At the first visit, the patient was asymptomatic from the cardiovascular point of view. Physical examination revealed a marfanoid appearance, with rhythmic heart tones and a systolic murmur II/VI in the mitral focus radiating to the axilla, with preserved vesicular murmur, no additional sounds on pulmonary auscultation and no oedema in the lower extremities.
During outpatient follow-up, he began to experience dyspnoea on moderate exertion.
To complete the study, Holter-ECG, cardiac magnetic resonance, transesophageal echocardiogram and genetic study were performed.

COMPLEMENTARY TESTS
Electrocardiogram (ECG) in consultation: sinus rhythm with incomplete right bundle branch block and a deflection from S to pseudoR > 55 ms.
The 24-hour Holter showed ventricular extrasystoles originating from the RV outflow tract with a density of 3% (6,935 beats) and a burst of non-sustained ventricular tachycardia (NSVT) with RV outflow tract morphology of 11 beats, totally asymptomatic.
Cardiac MRI showed a non-dilated RV with apical hypertrabeculation with dyskinetic movement of the free and apical anterior wall, with doubtful linear fibrofatty infiltration at that level and moderately depressed right systolic function (RVEF 36%). The left ventricle was slightly dilated, with apical hypertrabeculation associated with lateral mid-apical hypocontractility and mildly depressed systolic function (LVEF 48%).
Transesophageal echocardiogram showed a myxomatous mitral valve with prolapse of both leaflets with mild insufficiency, aortic root at the high limit of normality and mild LV systolic dysfunction.
The genetic study identified him as a heterozygous carrier of a mutation in the fibrillin 1 gene associated with Marfan syndrome (NC_000015.9 mutation: g. 48737574delC), with no mutations in the genes related to arrhythmogenic RV dysplasia.

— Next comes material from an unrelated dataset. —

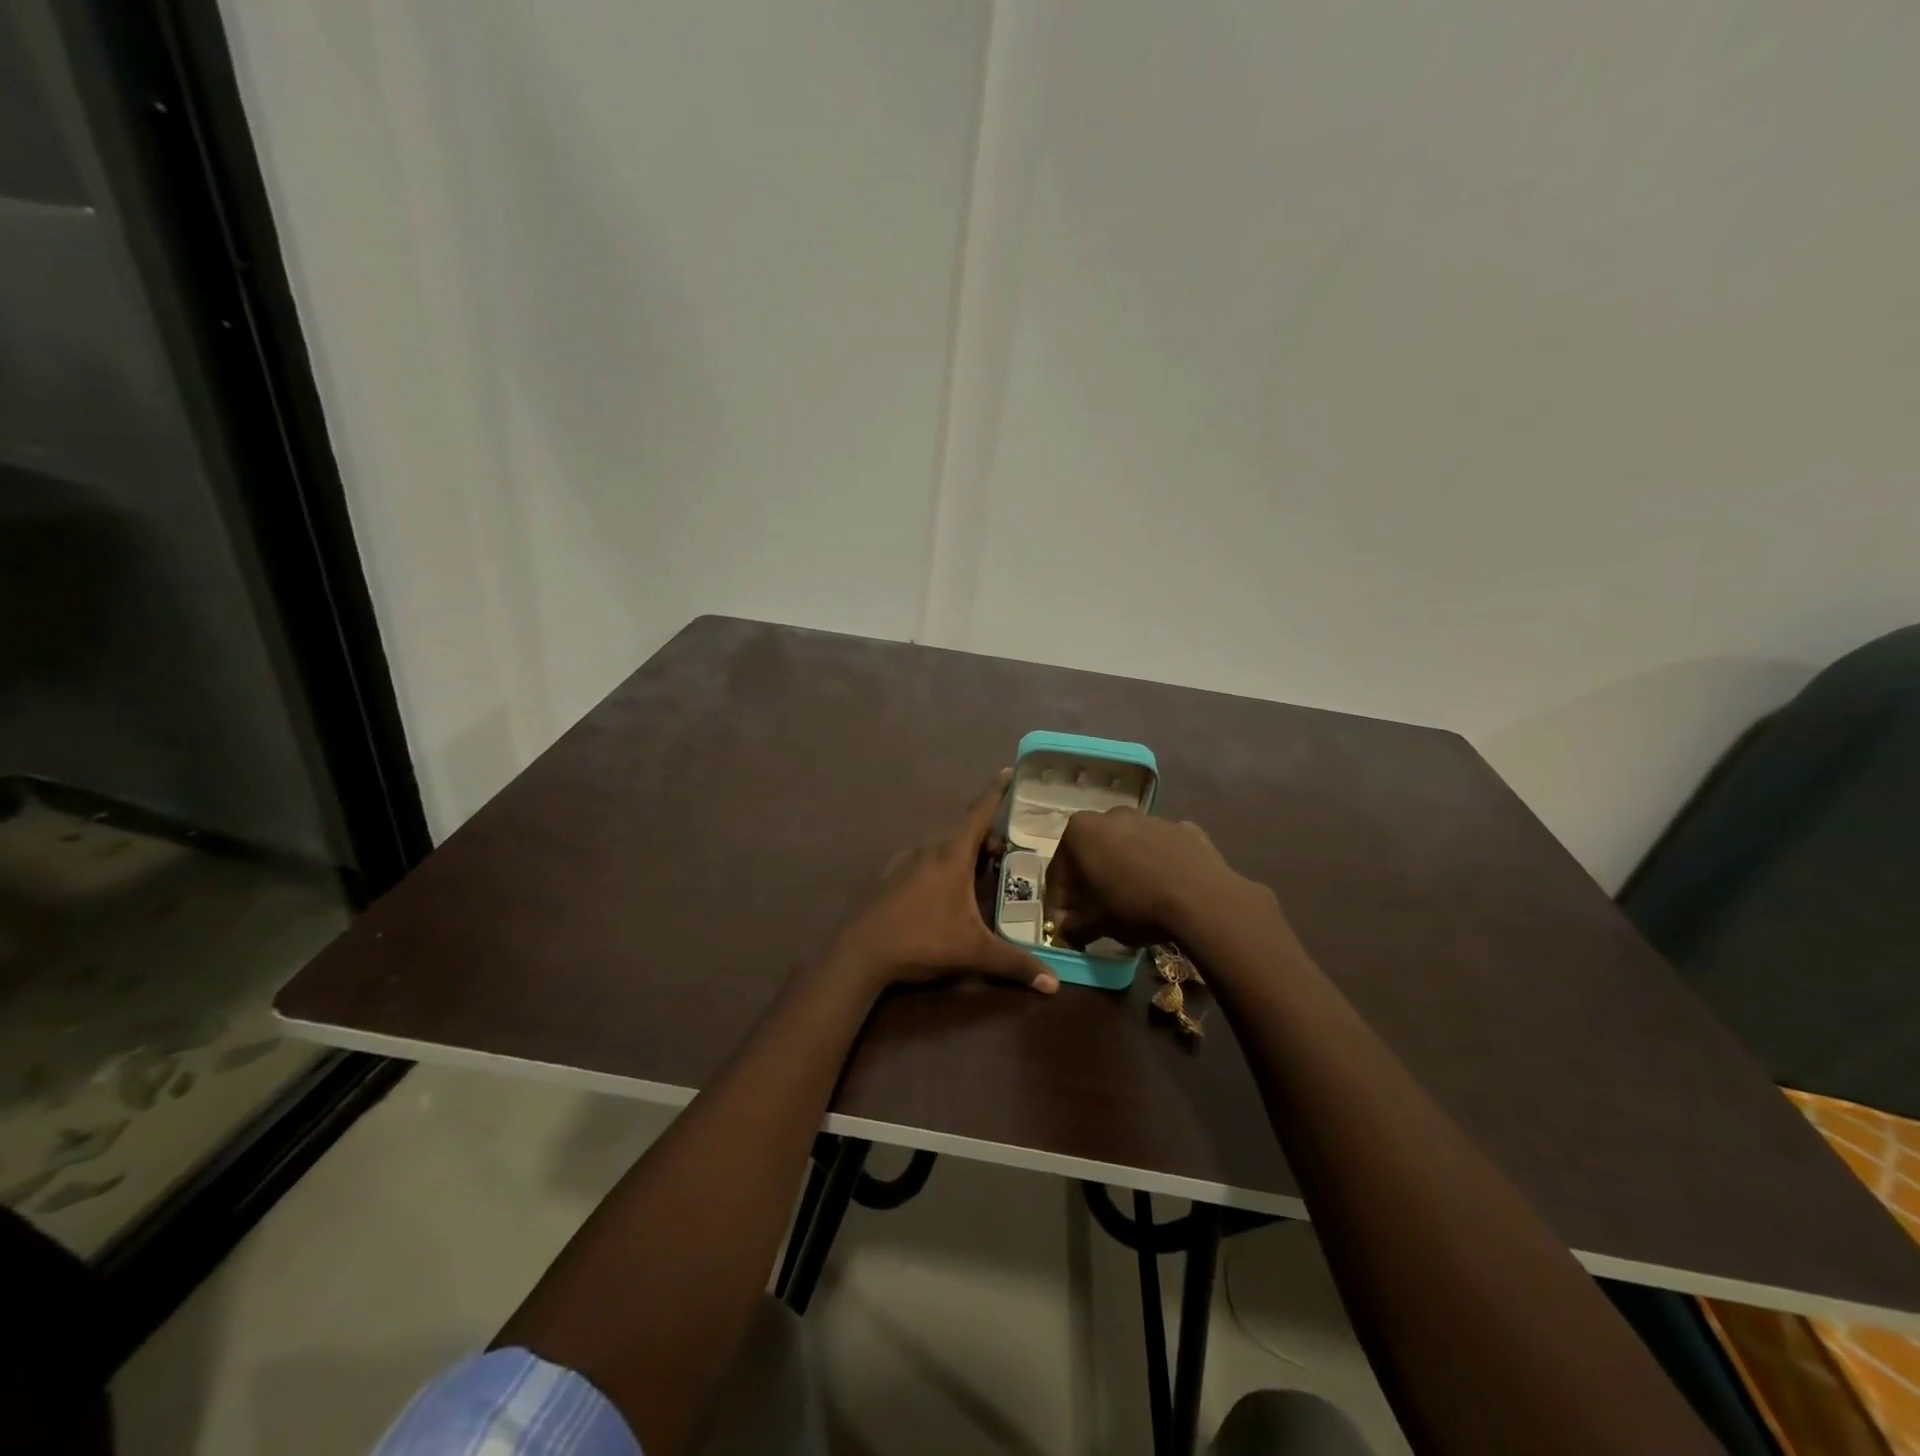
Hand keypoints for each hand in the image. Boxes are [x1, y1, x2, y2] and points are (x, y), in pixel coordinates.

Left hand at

In view of these findings and given the patient's phenotype and clinical manifestations, we diagnosed Marfan syndrome and extended the genetic study to his children, who were found to be carriers, one of whom was also affected with mild aortic dilatation.

CLINICAL EVOLUTION
In view of the findings of the complementary tests and despite the fact that the genetic test for arrhythmogenic RV dysplasia was negative, we considered that the patient had this diagnosis, since he had one major criterion (anterior and apical RV dyskinesia with dysfunction < 40%) and 3 minor ones (> 500 VSD on Holter, NSVT with RV outflow tract morphology and deflection from S to pseudoR > 55 ms on the electrocardiogram).

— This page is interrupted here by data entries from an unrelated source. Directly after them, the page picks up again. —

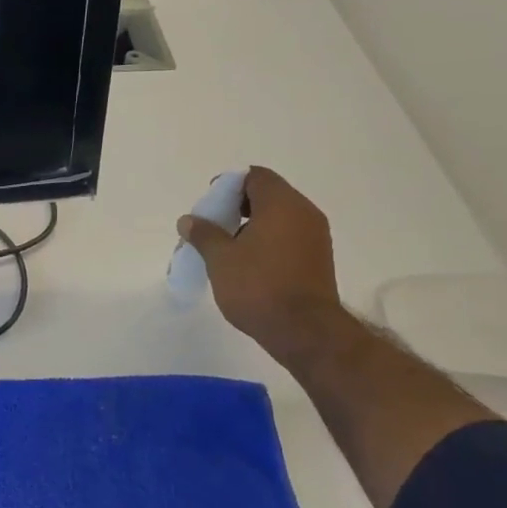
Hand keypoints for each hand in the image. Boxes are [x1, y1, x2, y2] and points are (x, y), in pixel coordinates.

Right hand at [176, 166, 345, 362]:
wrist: (304, 330)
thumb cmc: (258, 286)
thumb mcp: (220, 259)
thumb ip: (203, 234)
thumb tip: (188, 220)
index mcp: (281, 204)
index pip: (256, 177)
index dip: (230, 184)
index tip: (210, 203)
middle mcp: (304, 213)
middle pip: (269, 195)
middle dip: (238, 205)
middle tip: (214, 225)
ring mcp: (316, 236)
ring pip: (280, 217)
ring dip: (253, 224)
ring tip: (228, 247)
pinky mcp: (318, 258)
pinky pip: (289, 236)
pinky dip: (269, 240)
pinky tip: (249, 262)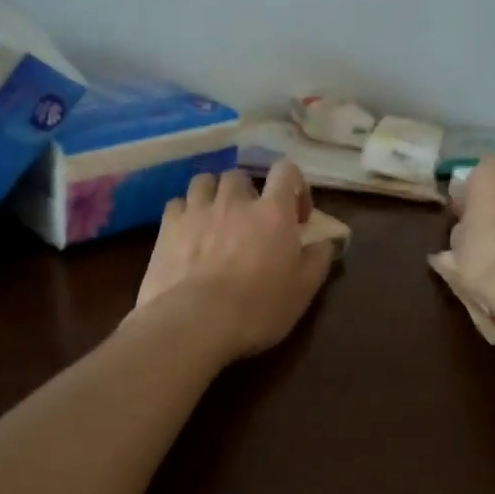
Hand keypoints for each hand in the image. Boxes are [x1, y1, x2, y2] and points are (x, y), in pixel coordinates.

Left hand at [131, 161, 336, 362]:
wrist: (195, 322)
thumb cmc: (258, 308)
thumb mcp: (303, 290)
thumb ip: (318, 259)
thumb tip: (327, 242)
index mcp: (273, 212)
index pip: (286, 171)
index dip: (295, 185)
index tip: (297, 216)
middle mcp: (234, 201)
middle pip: (240, 176)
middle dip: (248, 193)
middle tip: (251, 220)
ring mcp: (197, 211)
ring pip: (205, 181)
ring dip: (214, 193)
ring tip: (216, 217)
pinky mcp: (167, 227)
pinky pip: (176, 203)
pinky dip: (185, 212)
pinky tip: (187, 231)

Given the results of the complementary tests and the history of asymptomatic non-sustained ventricular tachycardia, it was decided to implant an automatic defibrillator (ICD) for primary prevention, in addition to medical treatment with beta-blockers and angiotensin-converting enzyme inhibitors (ACE inhibitors).
Since ICD implantation, the patient has had no shocks and remains in New York Heart Association (NYHA) functional class II during follow-up visits.

DIAGNOSIS
Biventricular arrhythmogenic cardiomyopathy with mild left and moderate right dysfunction, with mild left ventricular dilatation, anterior and apical RV dyskinesia and negative genetic study for RV arrhythmogenic cardiomyopathy.
Marfan syndrome; heterozygous carrier of mutation in the fibrillin 1 gene.